The woman who last lived in my house
receives postcards from the institutions,
advising her what to buy and what to wear
now that the dead are lost in our computers.
What will make her bone shiny smooth,
her teeth white as the day they left behind.
Notices for art events in museum mirrors,
orchestras she no longer needs to listen to.
I hold piles of these notices in my hands.

No one to tell anymore that her name is Gone.
No way to tell the salesmen that she won’t buy
  under any conditions anymore.
Why don’t her pension or social security checks
come in among the slicker stuff.  I could use it.
But somehow the government seems to know,
not care but know…this beast that spies on
small gray ladies wandering deserted streets
without ever saying anything that it finds,
leaving each institution to do its own thing
and sell to the dark angels whatever it can sell.
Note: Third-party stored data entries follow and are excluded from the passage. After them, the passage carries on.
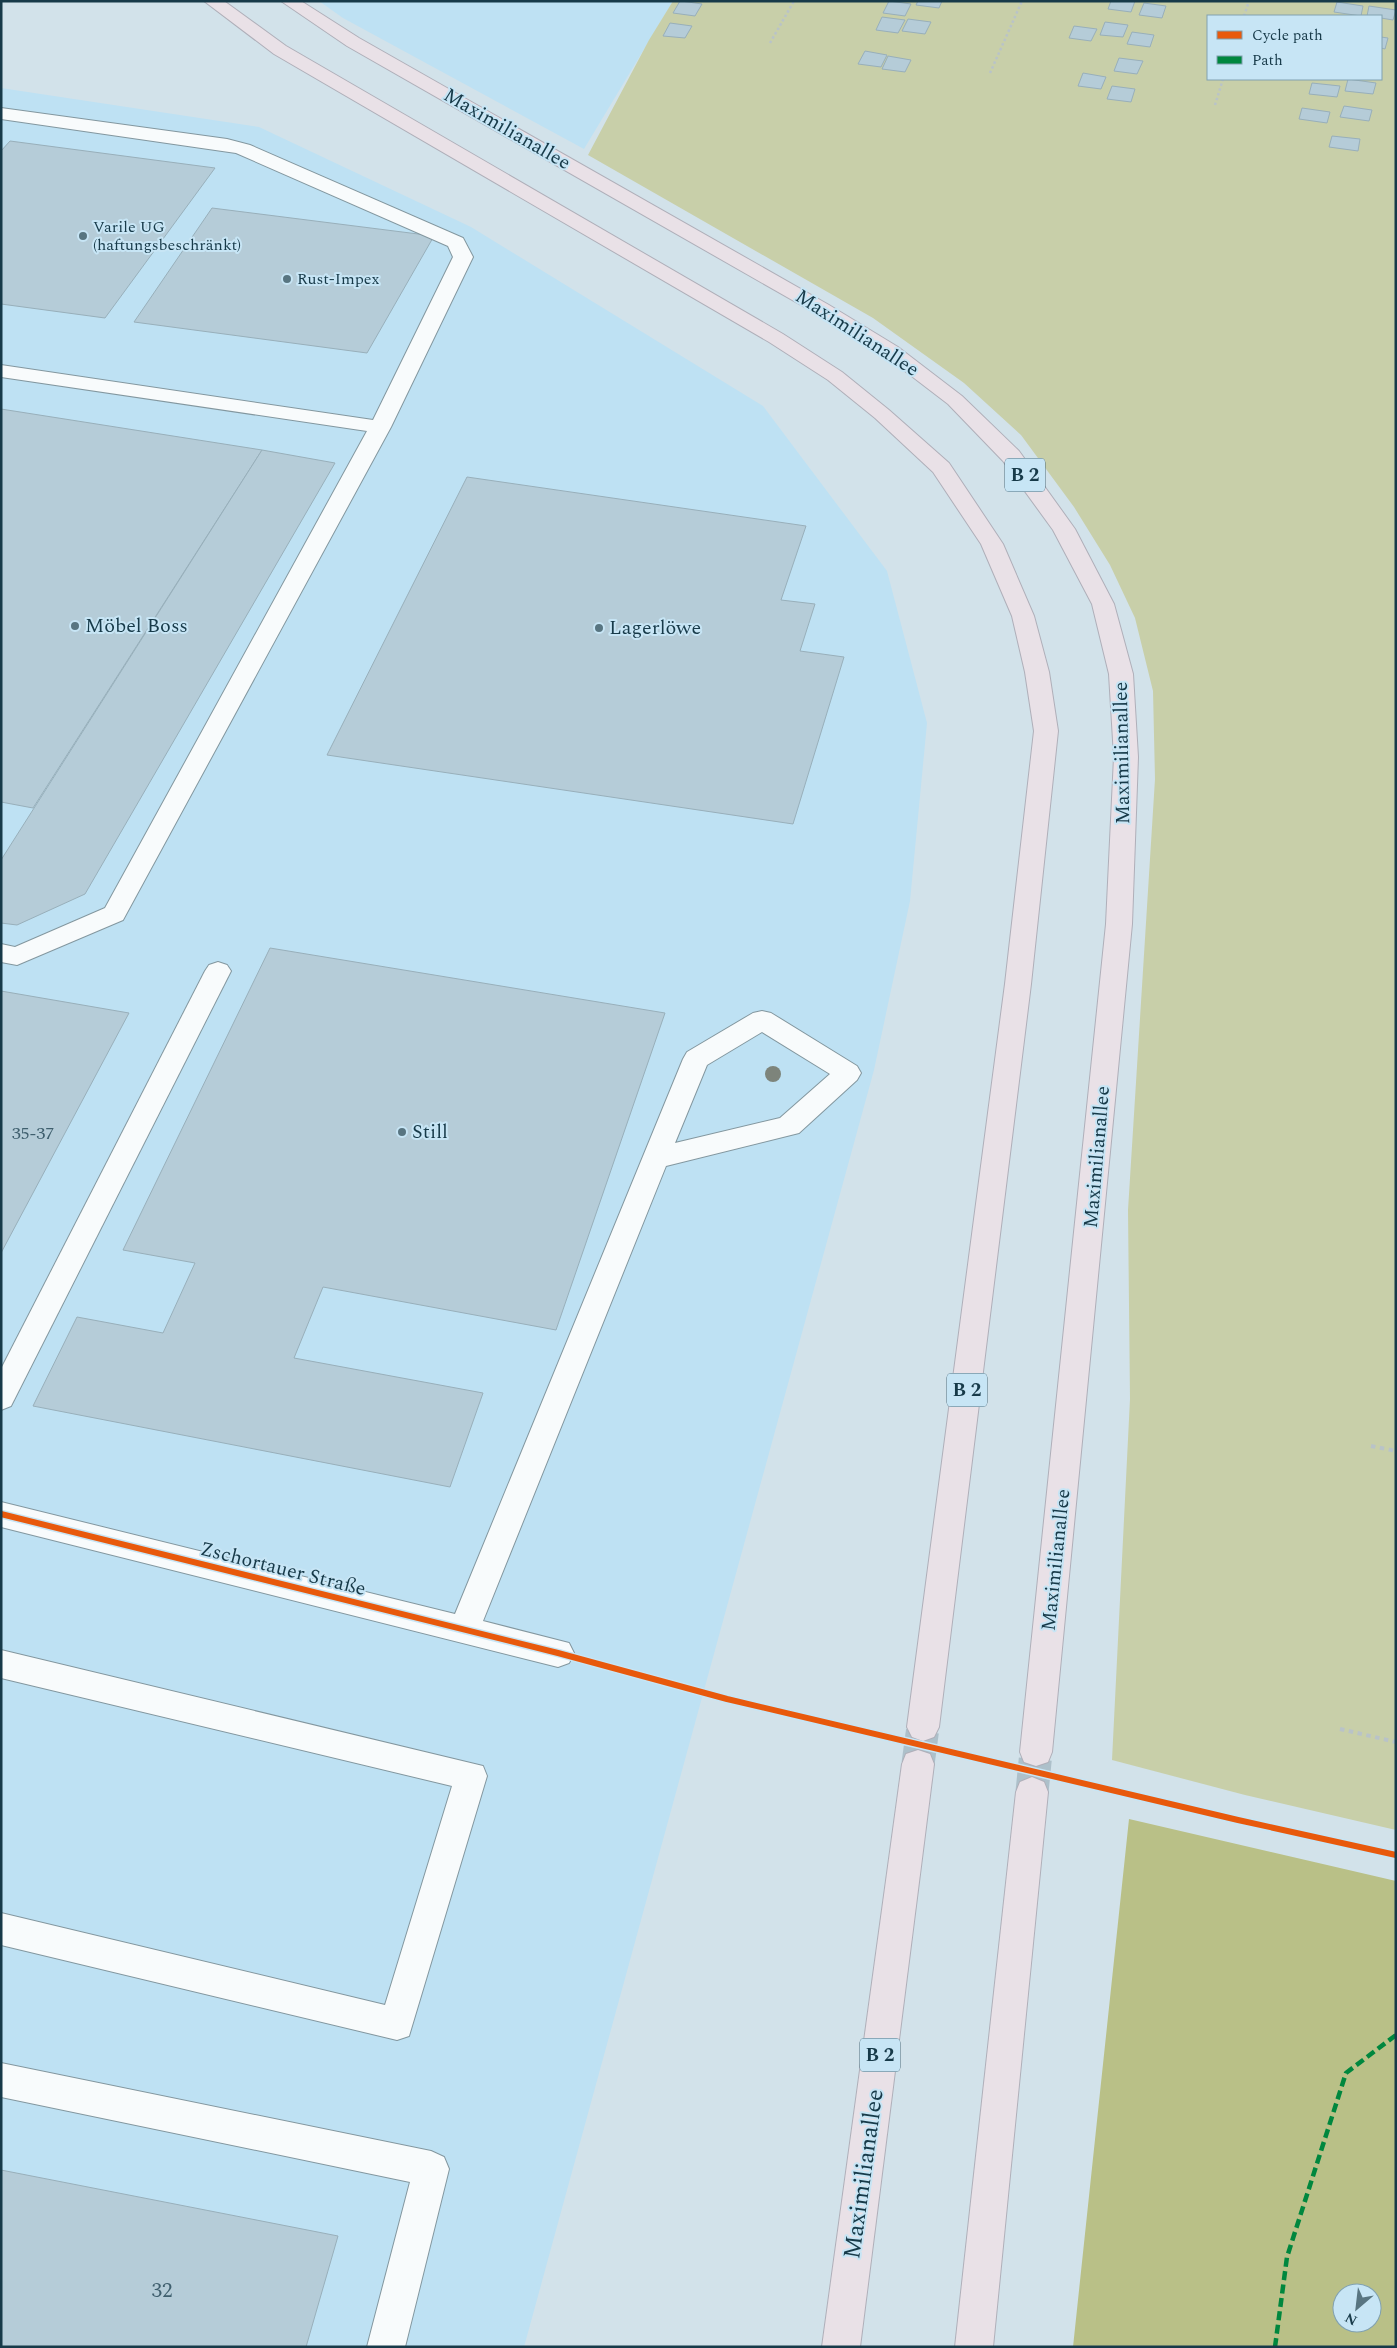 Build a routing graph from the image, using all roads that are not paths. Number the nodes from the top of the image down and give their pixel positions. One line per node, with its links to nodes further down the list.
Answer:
1 (212, 1): 14 (highway, B 2)
2 (289, 1): 15 (highway, Maximilianallee / B 2)
3 (1, 113): 5 (street)
4 (1, 371): 5 (street)
5 (380, 427): 6 (street)
6 (1, 953)
7 (218, 971): 9 (street)
8 (656, 1158): 8 (street); 11 (street)
9 (1, 1398)
10 (1, 1514): 11 (street, Zschortauer Straße)
11 (464, 1629): 12 (street, Zschortauer Straße)
12 (558, 1653)
13 (1, 1664): 18 (street)
14 (923, 1726)
15 (1036, 1752)
16 (918, 1764): 21 (highway, Maximilianallee / B 2)
17 (1032, 1792): 22 (highway)
18 (1, 1929)
19 (1, 2080): 20 (street)
20 (386, 2347)
21 (841, 2347)
22 (974, 2347)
Jared Smith is the author of eleven volumes of poetry, including his new book, To The Dark Angels (New York Quarterly Books). His poems, essays, and literary commentary have appeared in hundreds of publications. He is a Board Member of The New York Quarterly Literary Foundation and is Poetry Editor of Turtle Island Quarterly. He has also served on the Editorial Boards of The New York Quarterly; Home Planet News; The Pedestal; and Trail & Timberline. He lives in the foothills of The Rockies.